First of all I encountered a problem when building the docker image. On line 17 of /integration/docker/webhook/Dockerfile it tries to clone a branch named "webhook", which it does not find so it stops. I assumed this is because the branch has already been merged, so I edited the Dockerfile by changing the following lines:
&& git clone -b 'webhook' --depth 1 https://github.com/nokia/danm.git $GOPATH/src/github.com/nokia/danm \
&& cd $GOPATH/src/github.com/nokia/danm \
To this:
&& git clone https://github.com/nokia/danm.git $GOPATH/src/github.com/nokia/danm \
&& cd $GOPATH/src/github.com/nokia/danm \
&& git checkout -b 'webhook' 0195b555ea4dc8768528efae593af044132577c9 \
After this modification it seemed to work and the image built successfully.

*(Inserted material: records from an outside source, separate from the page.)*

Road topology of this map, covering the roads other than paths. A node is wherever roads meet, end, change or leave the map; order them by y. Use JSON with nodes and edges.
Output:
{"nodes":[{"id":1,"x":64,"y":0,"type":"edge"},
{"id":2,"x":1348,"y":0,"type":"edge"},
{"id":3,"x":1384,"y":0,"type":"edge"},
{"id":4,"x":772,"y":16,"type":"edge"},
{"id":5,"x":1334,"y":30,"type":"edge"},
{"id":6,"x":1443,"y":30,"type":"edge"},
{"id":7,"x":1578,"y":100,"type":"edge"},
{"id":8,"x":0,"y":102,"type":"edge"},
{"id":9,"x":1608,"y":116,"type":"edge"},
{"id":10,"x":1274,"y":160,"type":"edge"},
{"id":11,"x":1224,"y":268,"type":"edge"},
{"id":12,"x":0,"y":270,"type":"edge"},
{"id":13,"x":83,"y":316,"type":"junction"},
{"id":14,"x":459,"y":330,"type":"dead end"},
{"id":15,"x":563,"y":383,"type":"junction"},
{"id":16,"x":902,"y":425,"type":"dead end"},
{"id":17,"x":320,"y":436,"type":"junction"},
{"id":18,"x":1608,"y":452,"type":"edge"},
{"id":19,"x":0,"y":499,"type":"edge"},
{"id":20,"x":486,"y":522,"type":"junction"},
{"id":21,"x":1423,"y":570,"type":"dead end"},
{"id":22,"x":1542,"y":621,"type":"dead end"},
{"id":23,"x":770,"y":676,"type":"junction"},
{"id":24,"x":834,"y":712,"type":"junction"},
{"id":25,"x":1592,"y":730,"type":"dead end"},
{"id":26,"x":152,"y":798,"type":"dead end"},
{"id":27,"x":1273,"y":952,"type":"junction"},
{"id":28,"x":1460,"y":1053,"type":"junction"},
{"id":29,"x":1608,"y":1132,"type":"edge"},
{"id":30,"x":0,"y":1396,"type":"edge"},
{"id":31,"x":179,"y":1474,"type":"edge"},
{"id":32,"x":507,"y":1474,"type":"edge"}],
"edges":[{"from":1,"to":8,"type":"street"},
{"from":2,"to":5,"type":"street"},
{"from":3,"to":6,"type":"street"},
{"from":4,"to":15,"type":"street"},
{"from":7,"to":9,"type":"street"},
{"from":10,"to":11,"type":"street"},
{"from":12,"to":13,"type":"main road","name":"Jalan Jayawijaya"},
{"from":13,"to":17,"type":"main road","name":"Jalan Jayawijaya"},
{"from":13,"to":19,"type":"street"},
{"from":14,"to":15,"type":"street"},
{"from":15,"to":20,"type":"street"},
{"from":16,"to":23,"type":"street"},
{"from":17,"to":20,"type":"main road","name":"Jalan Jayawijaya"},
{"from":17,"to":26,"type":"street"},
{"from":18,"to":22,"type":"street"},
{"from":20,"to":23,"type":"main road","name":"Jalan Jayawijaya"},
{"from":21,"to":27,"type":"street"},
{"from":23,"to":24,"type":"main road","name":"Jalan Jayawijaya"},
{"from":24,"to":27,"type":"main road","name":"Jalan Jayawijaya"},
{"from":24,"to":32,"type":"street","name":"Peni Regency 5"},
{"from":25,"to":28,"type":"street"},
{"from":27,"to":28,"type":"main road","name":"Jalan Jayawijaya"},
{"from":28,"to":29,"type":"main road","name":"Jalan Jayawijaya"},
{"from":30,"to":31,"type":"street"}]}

The next problem I had was when I was trying to create the danmnets, the webhook component threw these errors:
Error from server (InternalError): error when creating "external_net.yaml": Internal error occurred: failed calling webhook "danm-netvalidation.nokia.k8s.io": the server could not find the requested resource
Error from server (InternalError): error when creating "vnf_external_net.yaml": Internal error occurred: failed calling webhook "danm-netvalidation.nokia.k8s.io": the server could not find the requested resource
Error from server (InternalError): error when creating "vnf_internal_net.yaml": Internal error occurred: failed calling webhook "danm-netvalidation.nokia.k8s.io": the server could not find the requested resource
Error from server (InternalError): error when creating "vnf_management_net.yaml": Internal error occurred: failed calling webhook "danm-netvalidation.nokia.k8s.io": the server could not find the requested resource
I fail to see what could've caused this problem, if you have an idea, please tell me!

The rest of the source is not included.